Seberapa jauh kita sudah melangsungkan pengembaraan ilmu, mencari pegetahuan untuk bekal kehidupan? Baik kehidupan dunia maupun kehidupan akhirat, kelak. Sebagaimana yang telah disabdakan Baginda Nabi Muhammad SAW yang diriwayatkan oleh Imam Ibnu ‘Asakir, “Siapapun yang menghendaki (keberhasilan) dunia maka ia harus berilmu. Siapapun yang menghendaki (keberuntungan) akhirat ia pun harus berilmu. Dan siapapun yang menghendaki keduanya, tentu ia harus berilmu”. Dari hadis di atas kita mengerti akan pentingnya ilmu sebagai perangkat utama untuk mencari dan menggapai ridho Allah SWT di dunia maupun di akhirat.

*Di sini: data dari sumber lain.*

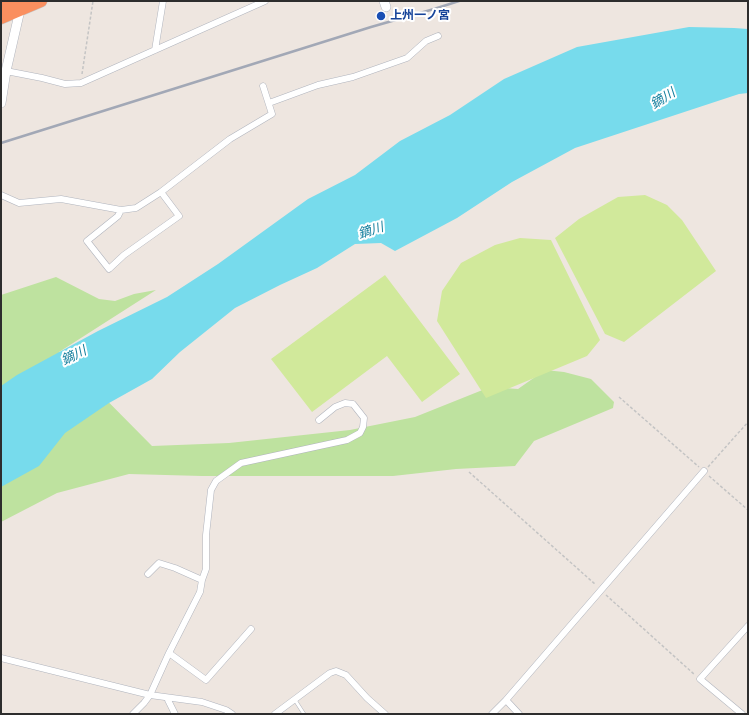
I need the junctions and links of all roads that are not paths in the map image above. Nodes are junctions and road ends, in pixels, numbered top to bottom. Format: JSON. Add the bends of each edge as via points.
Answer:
{"nodes":[{"id":1,"x":40,"y":1,"type":"edge"},
{"id":2,"x":163,"y":1,"type":"edge"},
{"id":3,"x":265,"y":1,"type":"edge"},
{"id":4,"x":20,"y":4,"type":"edge"},
{"id":5,"x":1,"y":8,"type":"edge"},
{"id":6,"x":1,"y":18,"type":"edge"},
{"id":7,"x":438,"y":36,"type":"dead end"},
{"id":8,"x":155,"y":50,"type":"junction"},
{"id":9,"x":6,"y":71,"type":"junction"},
{"id":10,"x":263,"y":86,"type":"dead end"},
{"id":11,"x":1,"y":103,"type":"edge"},
{"id":12,"x":269,"y":103,"type":"junction"},
{"id":13,"x":161,"y":192,"type":"junction"},
{"id":14,"x":1,"y":195,"type":"edge"},
{"id":15,"x":121,"y":210,"type":"junction"},
{"id":16,"x":320,"y":420,"type":"dead end"},
{"id":17,"x":704,"y":471,"type":"road end"},
{"id":18,"x":148,"y":574,"type":"dead end"},
{"id":19,"x":202,"y":580,"type":"junction"},
{"id":20,"x":748,"y":626,"type":"edge"},
{"id":21,"x":251,"y":629,"type":"dead end"},
{"id":22,"x":169,"y":653,"type":"junction"},
{"id":23,"x":1,"y":658,"type":"edge"},
{"id":24,"x":150,"y":695,"type":"junction"},
{"id":25,"x":167,"y":698,"type":"junction"},
{"id":26,"x":295,"y":700,"type":"junction"},
{"id":27,"x":506,"y":700,"type":"junction"},
{"id":28,"x":748,"y":708,"type":"edge"},
{"id":29,"x":133,"y":714,"type":"edge"},
{"id":30,"x":175,"y":714,"type":"edge"},
{"id":31,"x":232,"y":714,"type":"edge"},
{"id":32,"x":275,"y":714,"type":"edge"},
{"id":33,"x":304,"y":714,"type":"edge"},
{"id":34,"x":384,"y":714,"type":"edge"},
{"id":35,"x":492,"y":714,"type":"edge"},
{"id":36,"x":519,"y":714,"type":"edge"},
{"id":37,"x":742,"y":714,"type":"edge"}],
"edges":[{"from":1,"to":4,"type":"highway"},
{"from":2,"to":8,"type":"street"},
{"from":3,"to":8,"type":"street"},
{"from":4,"to":5,"type":"highway"},
{"from":4,"to":6,"type":"highway"},
{"from":4,"to":9,"type":"main road"},
{"from":7,"to":12,"type":"street","via":[[426,41],[407,58]]},
{"from":8,"to":9,"type":"street","via":[[81,83],[65,84]]},
{"from":9,"to":11,"type":"main road"},
{"from":10,"to":12,"type":"street"},
{"from":12,"to":13,"type":"street","via":[[272,114],[230,139]]},
{"from":13,"to":15,"type":"street","via":[[136,208]]},
{"from":13,"to":15,"type":"street","via":[[179,216],[124,255],[109,269],[87,241],[118,216]]},
{"from":14,"to":15,"type":"street","via":[[19,203],[61,199]]},
{"from":16,"to":19,"type":"street","via":[[335,407],[345,404],[353,404],[364,418],[360,433],[348,440],[241,463],[216,481],[211,490],[206,535],[206,569]]},
{"from":17,"to":27,"type":"street"},
{"from":18,"to":19,"type":"street","via":[[159,563]]},
{"from":19,"to":22,"type":"street","via":[[200,592]]},
{"from":20,"to":37,"type":"street","via":[[700,679]]},
{"from":21,"to":22,"type":"street","via":[[206,680]]},
{"from":22,"to":24,"type":"street"},
{"from":23,"to":24,"type":"street"},
{"from":24,"to":25,"type":"street"},
{"from":24,"to":29,"type":"street"},
{"from":25,"to":30,"type":"street"},
{"from":25,"to":31,"type":"street","via":[[202,702]]},
{"from":26,"to":32,"type":"street"},
{"from":26,"to":33,"type":"lane"},
{"from":26,"to":34,"type":"street","via":[[336,671],[346,675]]},
{"from":27,"to":35,"type":"street"},
{"from":27,"to":36,"type":"street"},
{"from":28,"to":37,"type":"street"}]}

Perlu diketahui terlebih dahulu, kata As-Sanatir sendiri adalah bentuk jamak dari kata Santri (pencari ilmu). Sebuah sebutan untuk para penuntut ilmu yang bermukim di pondok pesantren. Mereka rela jauh dari orang tua demi tujuan mulia yang tak lain adalah mencari ilmu. Baik ilmu agama maupun ilmu umum. Bekal untuk laku hidup berkualitas dan cerdas. Meski demikian santri tak hanya berkutat pada kecerdasan intelektual dan memprioritaskan nilai akademis saja. Lebih dari itu, santri juga belajar berakhlak, beretika, dan bersosial yang semua itu menjadi makanan keseharian di pesantren. Sebagaimana ungkapan Gus Ach Dhofir Zuhry dalam bukunya, Peradaban Sarung (2018), “Pesantren rintisan para kiai adalah lembaga pendidikan yang lebih menomorsatukan pembentukan karakter dan penguatan moral daripada sekedar kecerdasan intelektual.”

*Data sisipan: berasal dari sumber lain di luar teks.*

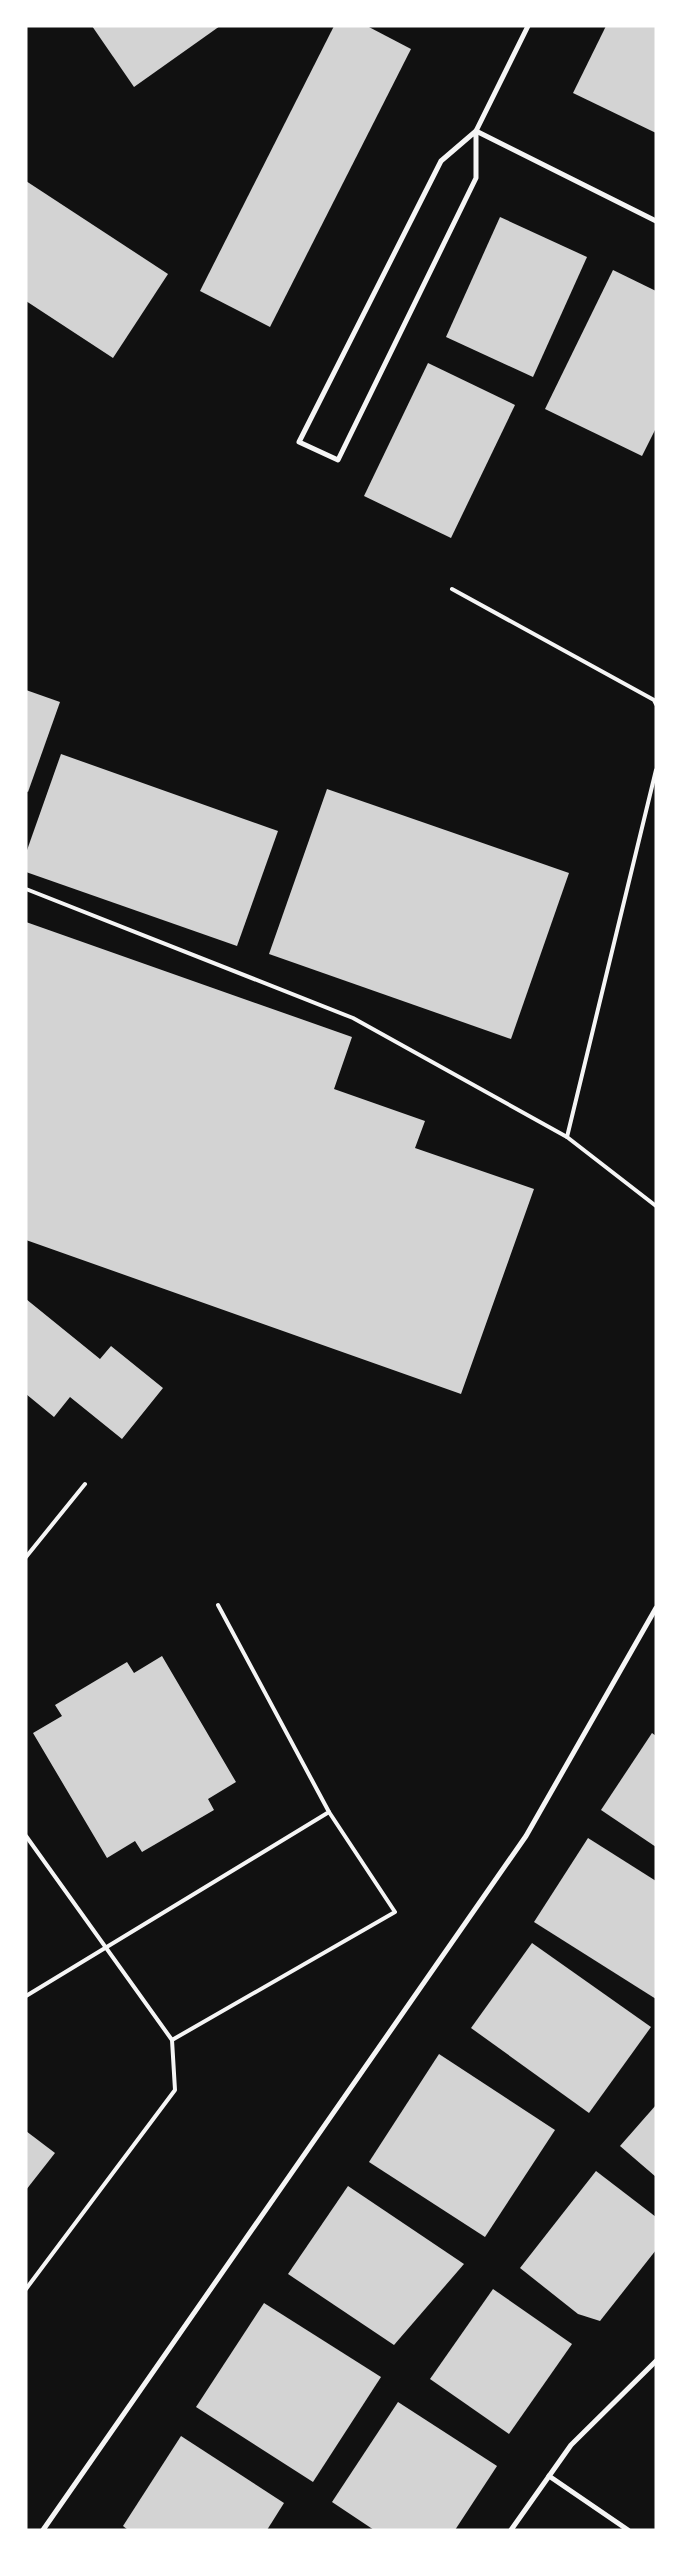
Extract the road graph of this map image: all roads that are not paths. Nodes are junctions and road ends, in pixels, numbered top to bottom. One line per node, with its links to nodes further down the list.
1 (528, 26): 2 (street)
2 (476, 131): 2 (street); 3 (street)
3 (656, 221)
4 (452, 589): 5 (lane)
5 (656, 704)
6 (656, 770): 8 (lane)
7 (26, 889): 8 (lane)
8 (567, 1137): 9 (lane)
9 (656, 1206)
10 (85, 1484): 11 (lane)
11 (26, 1557)
12 (218, 1605): 14 (lane)
13 (656, 1608): 22 (street)
14 (329, 1812): 16 (lane); 18 (lane)
15 (26, 1836): 16 (lane)
16 (107, 1949): 17 (lane); 18 (lane)
17 (26, 1996)
18 (172, 2040): 19 (lane)
19 (26, 2289)
20 (656, 2361): 21 (street)
21 (549, 2476): 23 (street); 24 (street)
22 (44, 2530)
23 (511, 2530)
24 (628, 2530)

Dalam mukadimahnya, Musa Musthofa Attamaniy mengutip perkataan Imam Junaid, yang terjemahan bebasnya kurang lebih demikian, “Cerita/kisah sebagaimana tentara/prajurit dari sekian tentara-tentara Allah SWT yang dapat menguatkan/memantapkan hati para murid” (Hal. 3). Tentunya yang dimaksudkan di sini adalah cerita-cerita ulama atau santri. Karena dengan cerita-cerita demikian, masing-masing dari hati para santri, murid, peserta didik menjadi tergugah dan termotivasi untuk lebih gigih dan bersungguh-sungguh dalam misi pencarian ilmunya untuk bekal hidupnya.

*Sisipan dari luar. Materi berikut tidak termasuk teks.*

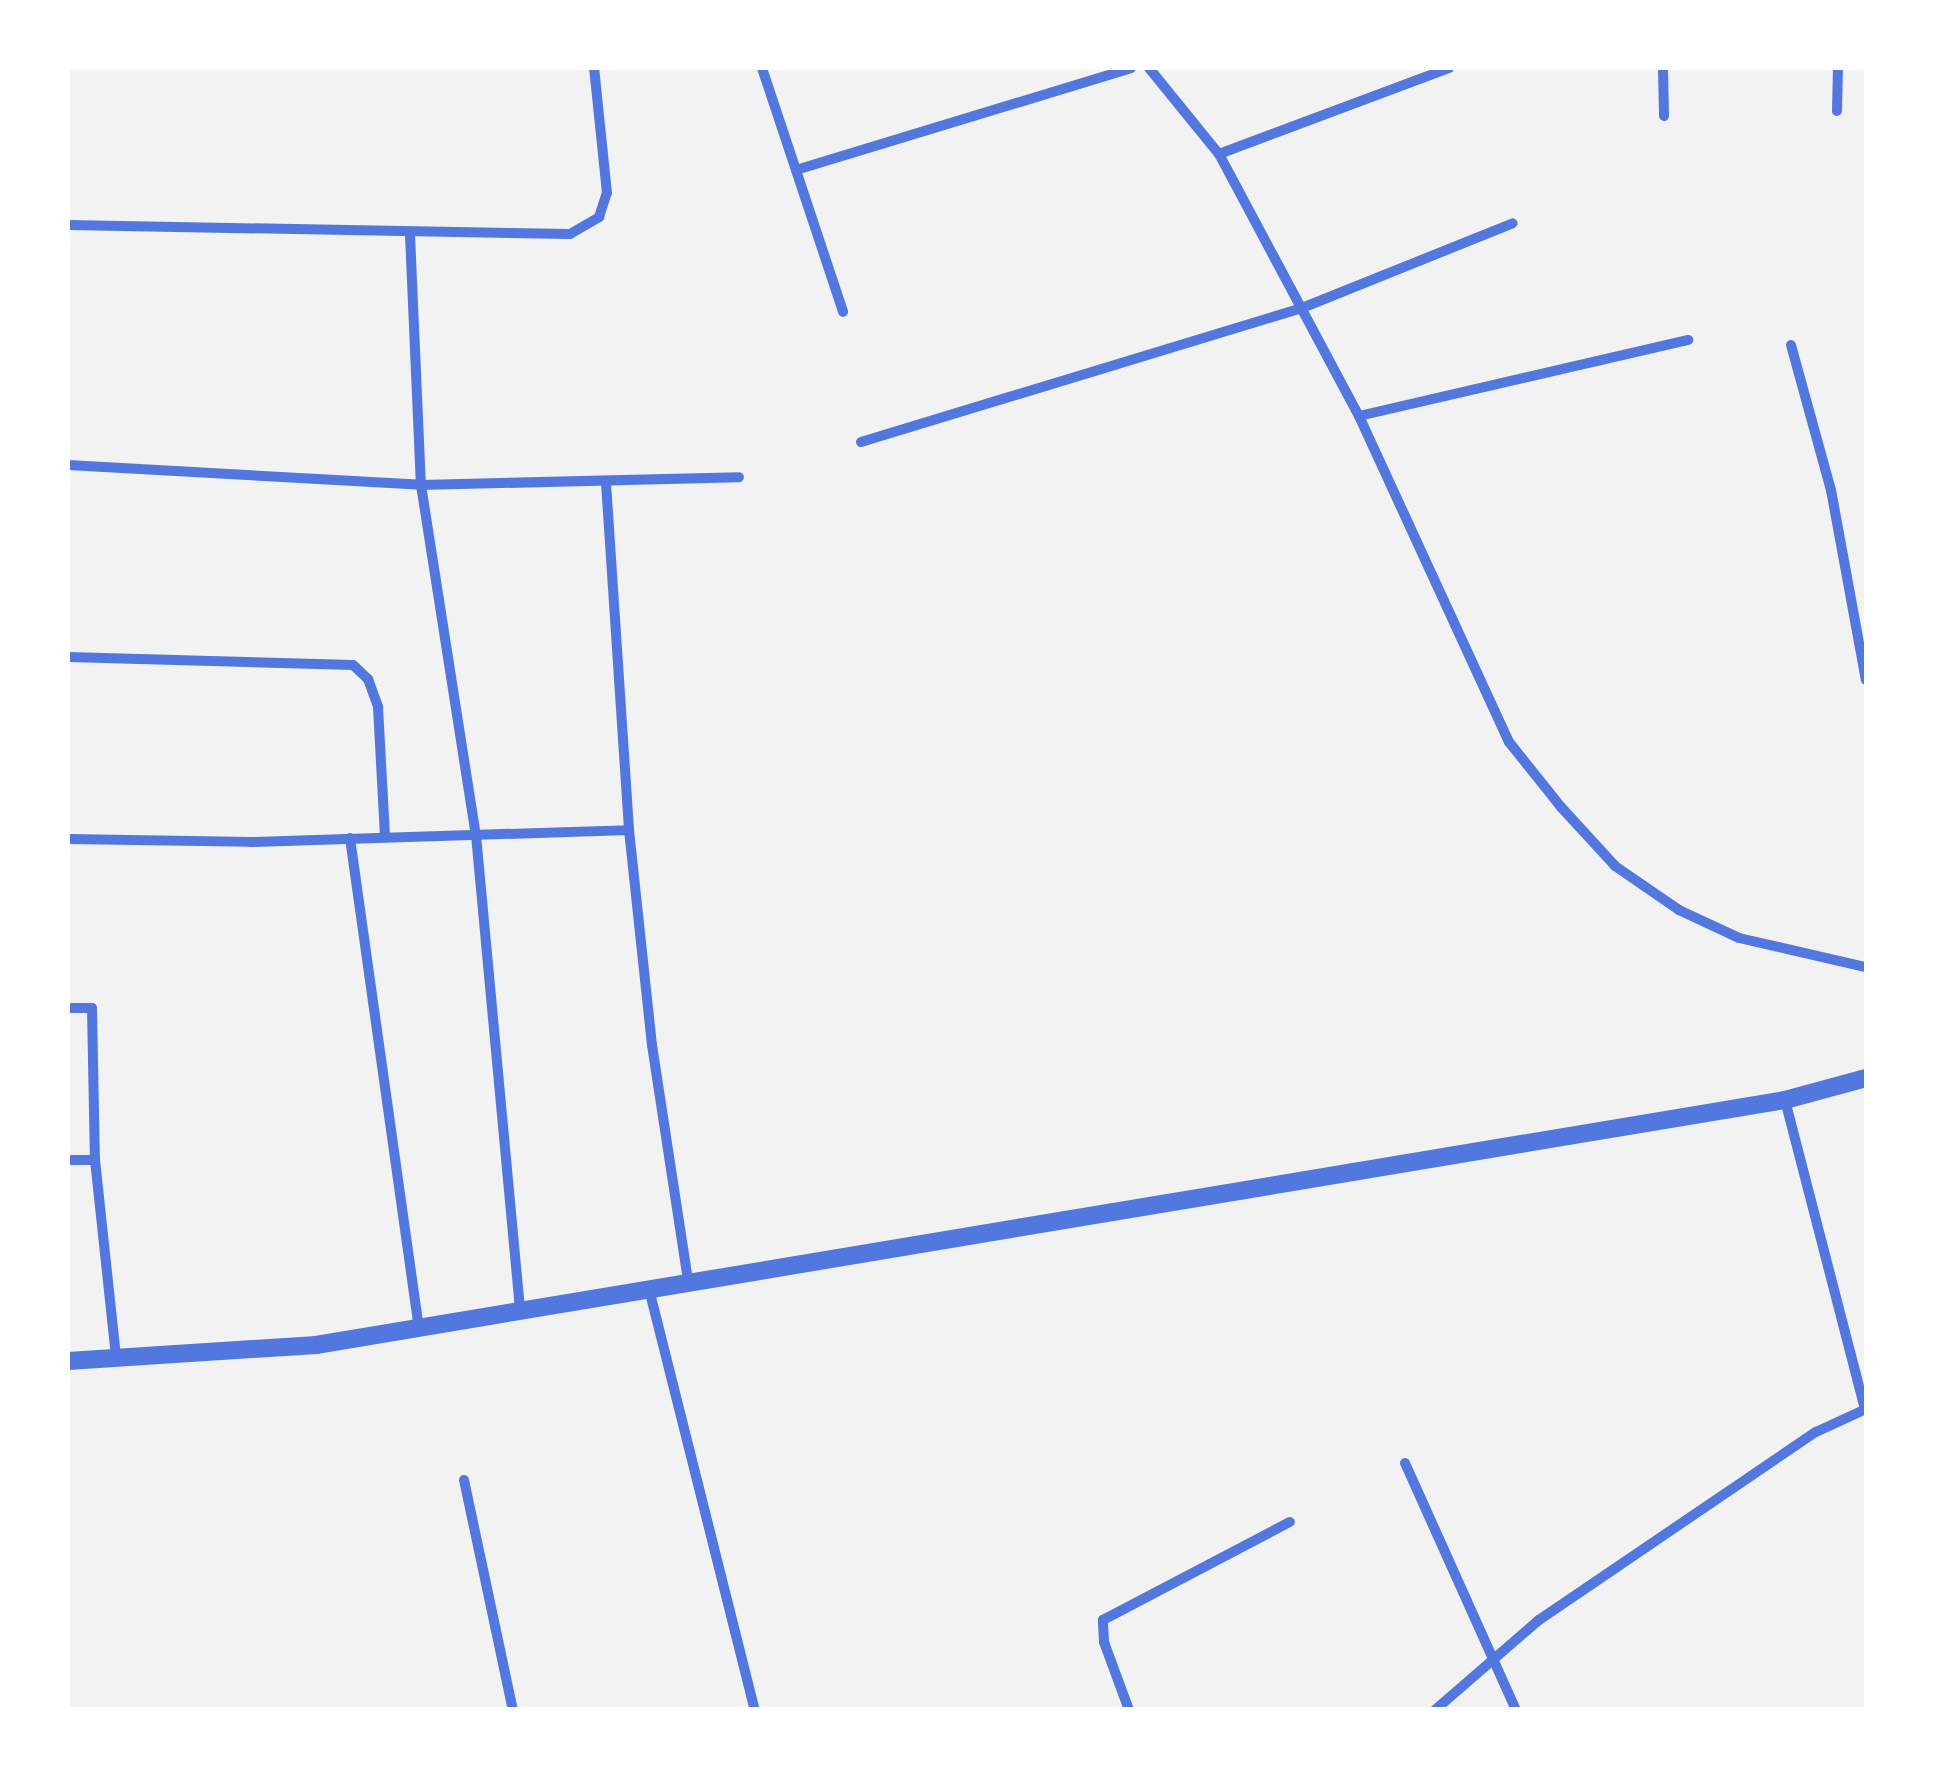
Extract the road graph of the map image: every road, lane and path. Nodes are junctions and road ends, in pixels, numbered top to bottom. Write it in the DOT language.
graph roads {
  1 [pos="594,68"];
  2 [pos="762,68"];
  3 [pos="1130,68"];
  4 [pos="1149,68"];
  5 [pos="1449,68"];
  6 [pos="1662,68"];
  7 [pos="1838,68"];
  8 [pos="1837,111"];
  9 [pos="1664,116"];
  10 [pos="1219,154"];
  11 [pos="796,170"];
  12 [pos="1514,223"];
  13 [pos="68,225"];
  14 [pos="410,235"];
  15 [pos="1302,308"];
  16 [pos="843,312"];
  17 [pos="1688,340"];
  18 [pos="1792,345"];
  19 [pos="1359,416"];
  20 [pos="861,442"];
  21 [pos="68,465"];
  22 [pos="738,477"];
  23 [pos="606,483"];
  24 [pos="422,485"];
  25 [pos="1866,598"];
  26 [pos="1854,600"];
  27 [pos="68,657"];
  28 [pos="1866,680"];
  29 [pos="629,830"];
  30 [pos="476,835"];
  31 [pos="385,837"];
  32 [pos="350,838"];
  33 [pos="68,840"];
  34 [pos="1866,966"];
  35 [pos="68,1008"];
  36 [pos="1866,1078"];
  37 [pos="1785,1100"];
  38 [pos="68,1160"];
  39 [pos="95,1160"];
  40 [pos="688,1280"];
  41 [pos="648,1288"];
  42 [pos="520,1310"];
  43 [pos="419,1327"];
  44 [pos="116,1355"];
  45 [pos="68,1361"];
  46 [pos="1866,1409"];
  47 [pos="1405,1463"];
  48 [pos="464,1480"];
  49 [pos="1290,1522"];
  50 [pos="1491,1660"];
  51 [pos="1440,1708"];
  52 [pos="513,1710"];
  53 [pos="754,1710"];
  54 [pos="1129,1710"];
  55 [pos="1516,1710"];
  1 -- 14 [label="street"];
  2 -- 11 [label="street"];
  3 -- 11 [label="street"];
  4 -- 10 [label="street"];
  5 -- 10 [label="street"];
  6 -- 9 [label="street"];
  7 -- 8 [label="street"];
  10 -- 15 [label="street"];
  11 -- 16 [label="street"];
  12 -- 15 [label="street"];
  13 -- 14 [label="street"];
  14 -- 24 [label="street"];
  15 -- 19 [label="street"];
  15 -- 20 [label="street"];
  17 -- 19 [label="street"];
  18 -- 26 [label="street"];
  19 -- 34 [label="street"];
  21 -- 24 [label="street"];
  22 -- 23 [label="street"];
  23 -- 24 [label="street"];
  23 -- 29 [label="street"];
  24 -- 30 [label="street"];
  25 -- 26 [label="street"];
  26 -- 28 [label="street"];
  27 -- 31 [label="street"];
  29 -- 30 [label="street"];
  29 -- 40 [label="street"];
  30 -- 31 [label="street"];
  30 -- 42 [label="street"];
  31 -- 32 [label="street"];
  32 -- 33 [label="street"];
  32 -- 43 [label="street"];
  35 -- 39 [label="street"];
  36 -- 37 [label="street"];
  37 -- 40 [label="street"];
  37 -- 46 [label="street"];
  38 -- 39 [label="street"];
  39 -- 44 [label="street"];
  40 -- 41 [label="street"];
  41 -- 42 [label="street"];
  41 -- 53 [label="street"];
  42 -- 43 [label="street"];
  43 -- 44 [label="street"];
  44 -- 45 [label="street"];
  46 -- 50 [label="street"];
  47 -- 50 [label="street"];
  48 -- 52 [label="street"];
  49 -- 54 [label="street"];
  50 -- 51 [label="street"];
  50 -- 55 [label="street"];
}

Sebagaimana yang disampaikan oleh Syaikh Syarofuddin Yahya Al-Imrithi dalam kitabnya, Nadham Imrithi, lebih tepatnya dalam Bab I’rab al-Fi’li, bait ke empat, “La tarum ilman wa tatruk al-ta’ab, jangan kau mengharapkan ilmu bersamaan dengan kau meninggalkan rasa lelah”. Maka dari itu, rasa lelah, capek, dan barangkali bosan adalah sebuah keniscayaan dalam menuntut ilmu. Santri yang memang benar ingin menghendaki ilmu, pengetahuan, dan wawasan sudah seharusnya menelan kepayahan dan rasa lelah. Oleh karena itu, ulama-ulama terdahulu sangatlah habis-habisan dalam belajar dan mengabaikan rasa lelah.
Lantas, sejauh mana kita sudah mencurahkan segenap usaha dan upaya kita untuk mencari ilmu? Dalam kitab As-Sanatir – buah karya Musa Musthofa Attamaniy – disajikan beragam cerita-cerita para pengembara ilmu yang militan. Secara universal, kitab ini menyuguhkan fragmen-fragmen murid, berikut gurunya dalam dramanya yang berukutat dengan ilmu dan pengaplikasiannya. Membaca kitab ini, sekurang-kurangnya bisa menjadi parameter bagi pribadi kita untuk mempertimbangkan langkah-langkah kita dan mengambil tindakan dalam pengembaraan ilmu. Seperti tentang, bagaimana seyogyanya kita besungguh-sungguh, bertindak-beradab kepada guru, orang tua, dan sesama teman sejawat dan lain sebagainya.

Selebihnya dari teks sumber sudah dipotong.